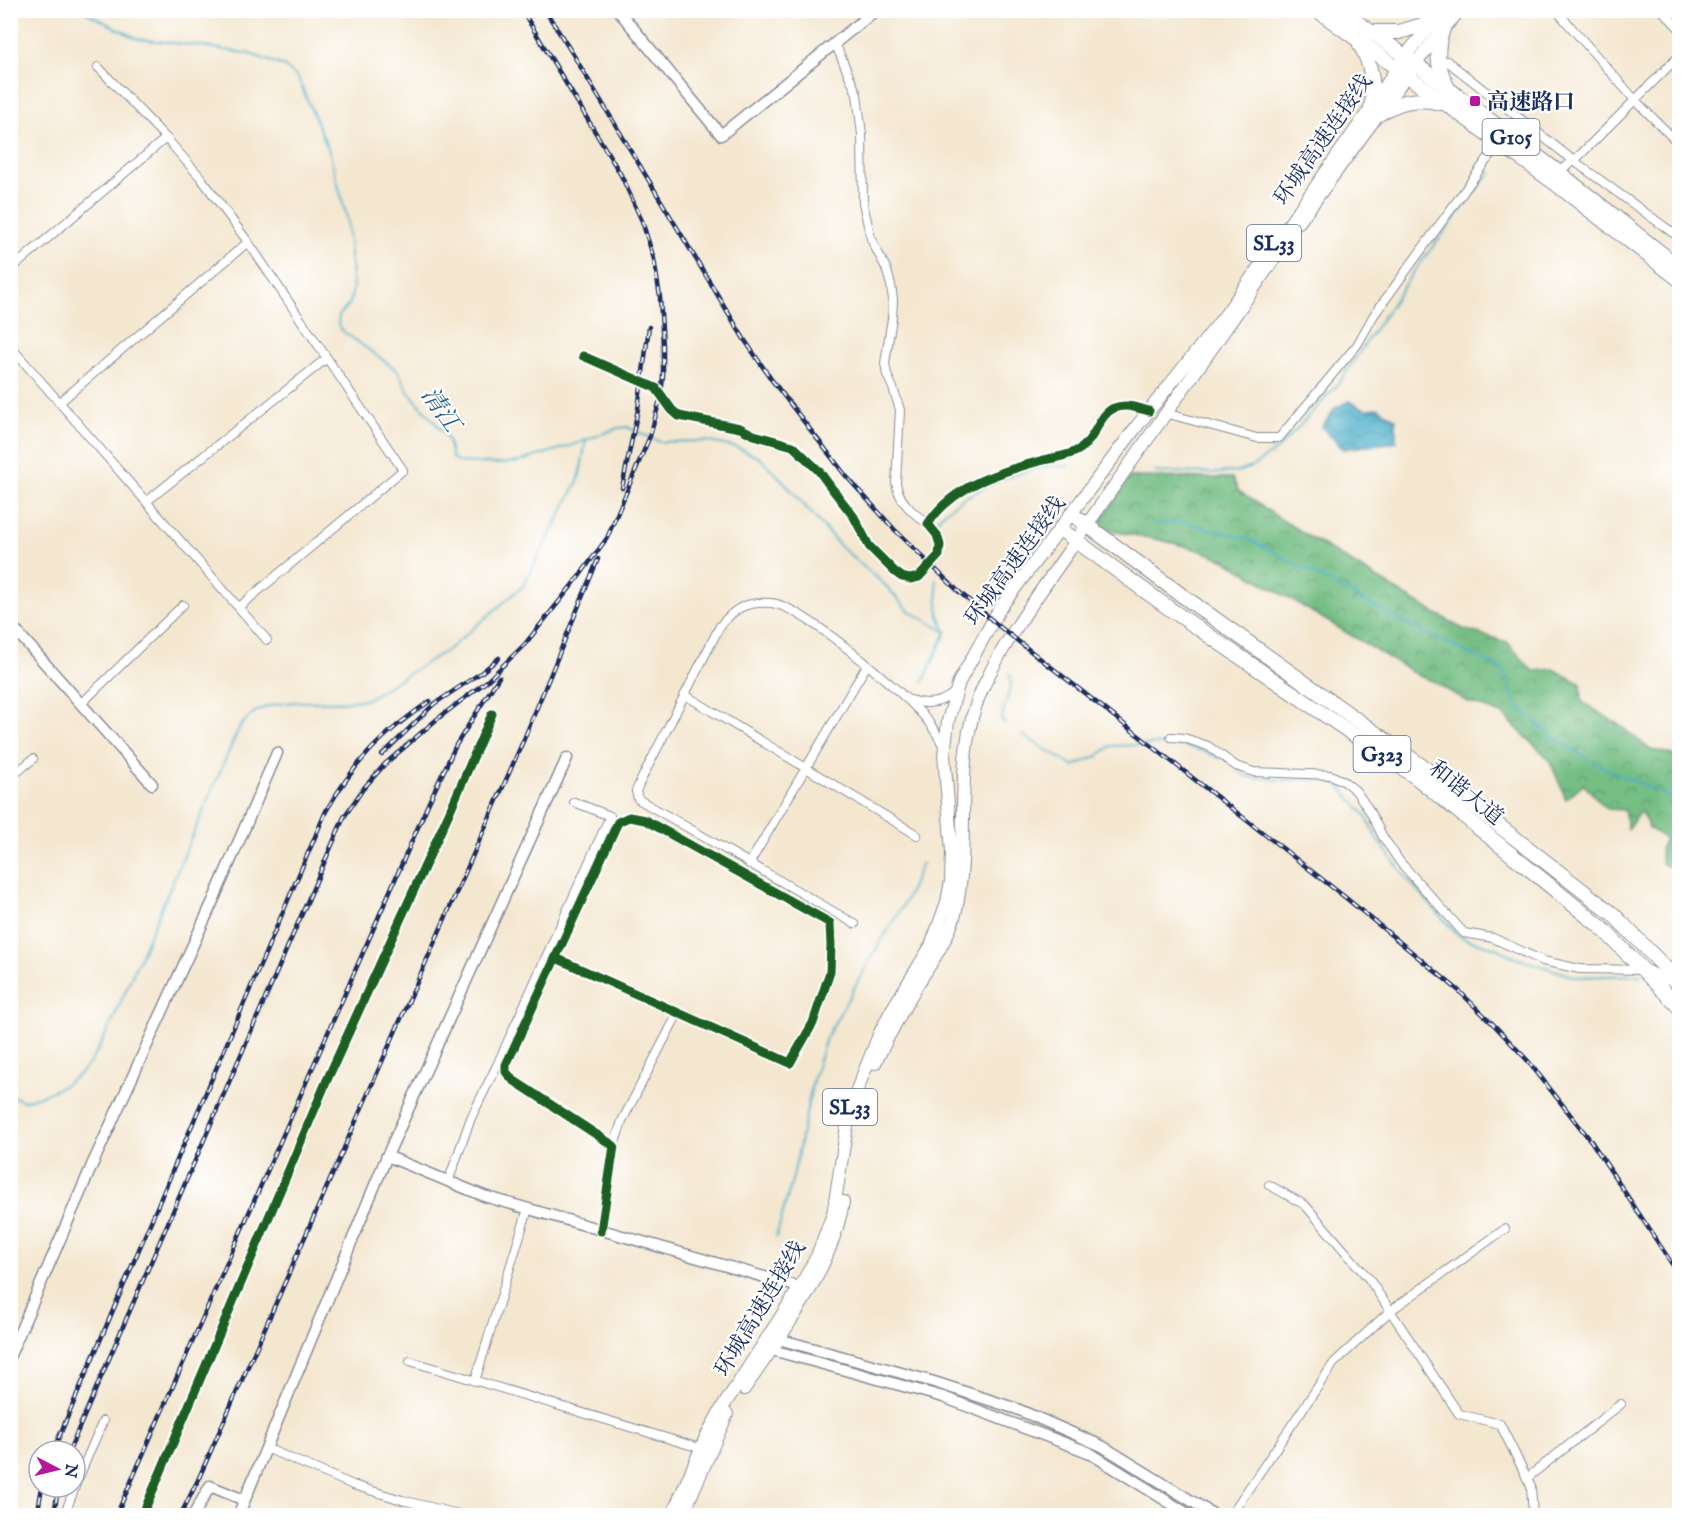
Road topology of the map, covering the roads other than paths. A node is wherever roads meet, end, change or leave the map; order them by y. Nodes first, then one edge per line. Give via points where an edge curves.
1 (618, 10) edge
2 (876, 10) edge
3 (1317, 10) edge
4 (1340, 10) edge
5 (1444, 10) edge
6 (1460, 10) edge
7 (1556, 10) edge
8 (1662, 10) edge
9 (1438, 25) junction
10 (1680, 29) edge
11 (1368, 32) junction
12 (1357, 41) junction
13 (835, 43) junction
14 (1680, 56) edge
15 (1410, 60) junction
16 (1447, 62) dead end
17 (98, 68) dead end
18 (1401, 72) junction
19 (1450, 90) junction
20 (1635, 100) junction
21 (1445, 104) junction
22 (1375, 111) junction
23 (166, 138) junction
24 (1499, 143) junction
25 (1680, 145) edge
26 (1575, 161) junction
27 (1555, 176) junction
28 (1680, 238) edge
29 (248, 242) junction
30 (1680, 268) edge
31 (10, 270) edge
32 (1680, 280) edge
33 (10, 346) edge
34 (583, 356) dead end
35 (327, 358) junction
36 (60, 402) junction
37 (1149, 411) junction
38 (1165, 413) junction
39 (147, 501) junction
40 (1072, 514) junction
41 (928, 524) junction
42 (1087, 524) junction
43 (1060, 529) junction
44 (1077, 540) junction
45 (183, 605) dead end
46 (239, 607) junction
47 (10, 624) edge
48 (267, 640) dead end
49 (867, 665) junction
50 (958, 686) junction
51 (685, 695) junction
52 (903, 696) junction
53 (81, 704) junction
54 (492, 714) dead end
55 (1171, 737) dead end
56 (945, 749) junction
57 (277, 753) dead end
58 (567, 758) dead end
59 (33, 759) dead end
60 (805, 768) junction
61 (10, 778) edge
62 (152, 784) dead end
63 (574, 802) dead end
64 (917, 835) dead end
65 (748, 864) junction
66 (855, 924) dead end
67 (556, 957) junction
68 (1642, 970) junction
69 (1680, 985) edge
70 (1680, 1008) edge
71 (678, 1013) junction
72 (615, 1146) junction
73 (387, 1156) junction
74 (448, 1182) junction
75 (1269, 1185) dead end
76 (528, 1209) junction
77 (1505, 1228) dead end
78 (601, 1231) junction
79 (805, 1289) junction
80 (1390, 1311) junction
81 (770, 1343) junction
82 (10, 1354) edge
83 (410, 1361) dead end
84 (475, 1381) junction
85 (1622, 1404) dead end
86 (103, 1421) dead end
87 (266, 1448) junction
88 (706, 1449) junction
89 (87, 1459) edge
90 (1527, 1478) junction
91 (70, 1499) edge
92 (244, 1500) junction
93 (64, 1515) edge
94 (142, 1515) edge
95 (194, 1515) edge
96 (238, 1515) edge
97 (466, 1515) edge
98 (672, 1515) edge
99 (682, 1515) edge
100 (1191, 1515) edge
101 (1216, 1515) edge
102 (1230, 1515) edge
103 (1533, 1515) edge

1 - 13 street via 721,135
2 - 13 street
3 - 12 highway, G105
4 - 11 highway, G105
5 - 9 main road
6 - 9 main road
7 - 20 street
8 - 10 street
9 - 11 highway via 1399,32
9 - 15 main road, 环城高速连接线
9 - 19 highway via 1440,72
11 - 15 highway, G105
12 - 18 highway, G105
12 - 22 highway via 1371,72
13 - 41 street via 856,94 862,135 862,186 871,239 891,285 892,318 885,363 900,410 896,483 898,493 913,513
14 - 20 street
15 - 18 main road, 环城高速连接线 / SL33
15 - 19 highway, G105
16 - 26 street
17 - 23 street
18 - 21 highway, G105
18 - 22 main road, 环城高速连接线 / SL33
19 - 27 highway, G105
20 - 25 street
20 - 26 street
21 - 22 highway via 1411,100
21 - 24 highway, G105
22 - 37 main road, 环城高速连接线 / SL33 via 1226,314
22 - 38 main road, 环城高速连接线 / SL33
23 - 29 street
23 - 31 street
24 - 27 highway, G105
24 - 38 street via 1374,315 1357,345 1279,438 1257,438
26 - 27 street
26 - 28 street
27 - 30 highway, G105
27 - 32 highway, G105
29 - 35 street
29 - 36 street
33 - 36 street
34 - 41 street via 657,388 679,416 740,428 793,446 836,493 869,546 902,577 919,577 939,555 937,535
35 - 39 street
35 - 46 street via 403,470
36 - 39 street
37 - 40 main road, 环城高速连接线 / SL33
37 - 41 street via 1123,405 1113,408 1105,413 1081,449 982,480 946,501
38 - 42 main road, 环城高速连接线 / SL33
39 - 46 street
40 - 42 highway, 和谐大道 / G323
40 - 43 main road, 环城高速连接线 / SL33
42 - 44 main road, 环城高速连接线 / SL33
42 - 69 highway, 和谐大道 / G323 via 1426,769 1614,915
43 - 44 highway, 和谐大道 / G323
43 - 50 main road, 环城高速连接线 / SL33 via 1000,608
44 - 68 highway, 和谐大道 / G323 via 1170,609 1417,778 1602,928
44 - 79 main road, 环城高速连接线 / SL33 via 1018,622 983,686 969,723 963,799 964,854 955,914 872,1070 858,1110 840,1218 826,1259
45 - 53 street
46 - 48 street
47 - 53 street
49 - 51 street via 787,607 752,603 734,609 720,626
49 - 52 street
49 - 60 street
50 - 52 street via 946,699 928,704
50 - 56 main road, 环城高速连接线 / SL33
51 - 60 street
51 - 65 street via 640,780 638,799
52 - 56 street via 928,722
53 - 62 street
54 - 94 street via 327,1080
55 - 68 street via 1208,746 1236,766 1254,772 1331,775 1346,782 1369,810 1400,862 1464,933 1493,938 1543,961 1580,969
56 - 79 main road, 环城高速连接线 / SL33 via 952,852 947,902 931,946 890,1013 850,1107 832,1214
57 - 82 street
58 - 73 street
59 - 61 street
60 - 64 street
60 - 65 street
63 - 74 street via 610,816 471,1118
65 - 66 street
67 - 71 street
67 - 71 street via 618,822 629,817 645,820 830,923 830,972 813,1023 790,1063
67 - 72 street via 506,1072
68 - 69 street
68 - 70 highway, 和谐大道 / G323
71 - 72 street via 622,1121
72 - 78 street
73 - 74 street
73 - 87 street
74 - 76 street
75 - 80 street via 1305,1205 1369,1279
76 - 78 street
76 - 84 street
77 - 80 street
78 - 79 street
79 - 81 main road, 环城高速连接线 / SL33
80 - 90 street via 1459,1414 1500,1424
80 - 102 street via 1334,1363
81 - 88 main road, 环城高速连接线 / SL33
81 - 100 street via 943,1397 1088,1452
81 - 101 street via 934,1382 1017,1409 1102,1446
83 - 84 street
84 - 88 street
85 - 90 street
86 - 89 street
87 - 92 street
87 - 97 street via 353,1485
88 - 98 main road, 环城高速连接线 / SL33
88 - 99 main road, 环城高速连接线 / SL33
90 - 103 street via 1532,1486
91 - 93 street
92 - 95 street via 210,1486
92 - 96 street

# # # #

With the pictures omitted, the records above are to be repeated exactly.

# Solution to the exercise:
Road topology of the map, covering the roads other than paths. A node is wherever roads meet, end, change or leave the map; order them by y. Nodes first, then one edge per line. Give via points where an edge curves.
1 (618, 10) edge
2 (876, 10) edge
3 (1317, 10) edge
4 (1340, 10) edge
5 (1444, 10) edge
6 (1460, 10) edge
7 (1556, 10) edge
8 (1662, 10) edge
9 (1438, 25) junction
10 (1680, 29) edge
11 (1368, 32) junction
12 (1357, 41) junction
13 (835, 43) junction
14 (1680, 56) edge
15 (1410, 60) junction
16 (1447, 62) dead end
17 (98, 68) dead end
18 (1401, 72) junction
19 (1450, 90) junction
20 (1635, 100) junction
21 (1445, 104) junction
22 (1375, 111) junction
23 (166, 138) junction
24 (1499, 143) junction
25 (1680, 145) edge
26 (1575, 161) junction
27 (1555, 176) junction
28 (1680, 238) edge
29 (248, 242) junction
30 (1680, 268) edge
31 (10, 270) edge
32 (1680, 280) edge
33 (10, 346) edge
34 (583, 356) dead end
35 (327, 358) junction
36 (60, 402) junction
37 (1149, 411) junction
38 (1165, 413) junction
39 (147, 501) junction
40 (1072, 514) junction
41 (928, 524) junction
42 (1087, 524) junction
43 (1060, 529) junction
44 (1077, 540) junction
45 (183, 605) dead end
46 (239, 607) junction
47 (10, 624) edge
48 (267, 640) dead end
49 (867, 665) junction
50 (958, 686) junction
51 (685, 695) junction
52 (903, 696) junction
53 (81, 704) junction
54 (492, 714) dead end
55 (1171, 737) dead end
56 (945, 749) junction
57 (277, 753) dead end
58 (567, 758) dead end
59 (33, 759) dead end
60 (805, 768) junction
61 (10, 778) edge
62 (152, 784) dead end
63 (574, 802) dead end
64 (917, 835) dead end
65 (748, 864) junction
66 (855, 924) dead end
67 (556, 957) junction
68 (1642, 970) junction
69 (1680, 985) edge
70 (1680, 1008) edge
71 (678, 1013) junction
72 (615, 1146) junction
73 (387, 1156) junction
74 (448, 1182) junction
75 (1269, 1185) dead end
76 (528, 1209) junction
77 (1505, 1228) dead end
78 (601, 1231) junction
79 (805, 1289) junction
80 (1390, 1311) junction
81 (770, 1343) junction
82 (10, 1354) edge
83 (410, 1361) dead end
84 (475, 1381) junction
85 (1622, 1404) dead end
86 (103, 1421) dead end
87 (266, 1448) junction
88 (706, 1449) junction
89 (87, 1459) edge
90 (1527, 1478) junction
91 (70, 1499) edge
92 (244, 1500) junction
93 (64, 1515) edge
94 (142, 1515) edge
95 (194, 1515) edge
96 (238, 1515) edge
97 (466, 1515) edge
98 (672, 1515) edge
99 (682, 1515) edge
100 (1191, 1515) edge
101 (1216, 1515) edge
102 (1230, 1515) edge
103 (1533, 1515) edge

1 - 13 street via 721,135
2 - 13 street
3 - 12 highway, G105
4 - 11 highway, G105
5 - 9 main road
6 - 9 main road
7 - 20 street
8 - 10 street
9 - 11 highway via 1399,32
9 - 15 main road, 环城高速连接线
9 - 19 highway via 1440,72
11 - 15 highway, G105
12 - 18 highway, G105
12 - 22 highway via 1371,72
13 - 41 street via 856,94 862,135 862,186 871,239 891,285 892,318 885,363 900,410 896,483 898,493 913,513
14 - 20 street
15 - 18 main road, 环城高速连接线 / SL33
15 - 19 highway, G105
16 - 26 street
17 - 23 street
18 - 21 highway, G105
18 - 22 main road, 环城高速连接线 / SL33
19 - 27 highway, G105
20 - 25 street
20 - 26 street
21 - 22 highway via 1411,100
21 - 24 highway, G105
22 - 37 main road, 环城高速连接线 / SL33 via 1226,314
22 - 38 main road, 环城高速连接线 / SL33
23 - 29 street
23 - 31 street
24 - 27 highway, G105
24 - 38 street via 1374,315 1357,345 1279,438 1257,438
26 - 27 street
26 - 28 street
27 - 30 highway, G105
27 - 32 highway, G105
29 - 35 street
29 - 36 street
33 - 36 street
34 - 41 street via 657,388 679,416 740,428 793,446 836,493 869,546 902,577 919,577 939,555 937,535
35 - 39 street
35 - 46 street via 403,470
36 - 39 street
37 - 40 main road, 环城高速连接线 / SL33
37 - 41 street via 1123,405 1113,408 1105,413 1081,449 982,480 946,501
38 - 42 main road, 环城高速连接线 / SL33
39 - 46 street
40 - 42 highway, 和谐大道 / G323
40 - 43 main road, 环城高速连接线 / SL33
42 - 44 main road, 环城高速连接线 / SL33
42 - 69 highway, 和谐大道 / G323 via 1426,769 1614,915
43 - 44 highway, 和谐大道 / G323
43 - 50 main road, 环城高速连接线 / SL33 via 1000,608
44 - 68 highway, 和谐大道 / G323 via 1170,609 1417,778 1602,928
44 - 79 main road, 环城高速连接线 / SL33 via 1018,622 983,686 969,723 963,799 964,854 955,914 872,1070 858,1110 840,1218 826,1259
45 - 53 street
46 - 48 street
47 - 53 street
49 - 51 street via 787,607 752,603 734,609 720,626
49 - 52 street
49 - 60 street
50 - 52 street via 946,699 928,704
50 - 56 main road, 环城高速连接线 / SL33
51 - 60 street
51 - 65 street via 640,780 638,799
52 - 56 street via 928,722
53 - 62 street
54 - 94 street via 327,1080
55 - 68 street via 1208,746 1236,766 1254,772 1331,775 1346,782 1369,810 1400,862 1464,933 1493,938 1543,961 1580,969
56 - 79 main road, 环城高速连接线 / SL33 via 952,852 947,902 931,946 890,1013 850,1107 832,1214
57 - 82 street
58 - 73 street
59 - 61 street
60 - 64 street
60 - 65 street
63 - 74 street via 610,816 471,1118
65 - 66 street
67 - 71 street
67 - 71 street via 618,822 629,817 645,820 830,923 830,972 813,1023 790,1063
67 - 72 street via 506,1072
68 - 69 street
68 - 70 highway, 和谐大道 / G323
71 - 72 street via 622,1121
72 - 78 street
73 - 74 street
73 - 87 street
74 - 76 street
75 - 80 street via 1305,1205 1369,1279
76 - 78 street
76 - 84 street
77 - 80 street
78 - 79 street
79 - 81 main road, 环城高速连接线 / SL33
80 - 90 street via 1459,1414 1500,1424
80 - 102 street via 1334,1363
81 - 88 main road, 环城高速连接线 / SL33
81 - 100 street via 943,1397 1088,1452
81 - 101 street via 934,1382 1017,1409 1102,1446
83 - 84 street
84 - 88 street
85 - 90 street
86 - 89 street
87 - 92 street
87 - 97 street via 353,1485
88 - 98 main road, 环城高速连接线 / SL33
88 - 99 main road, 环城高速连接线 / SL33
90 - 103 street via 1532,1486
91 - 93 street
92 - 95 street via 210,1486
92 - 96 street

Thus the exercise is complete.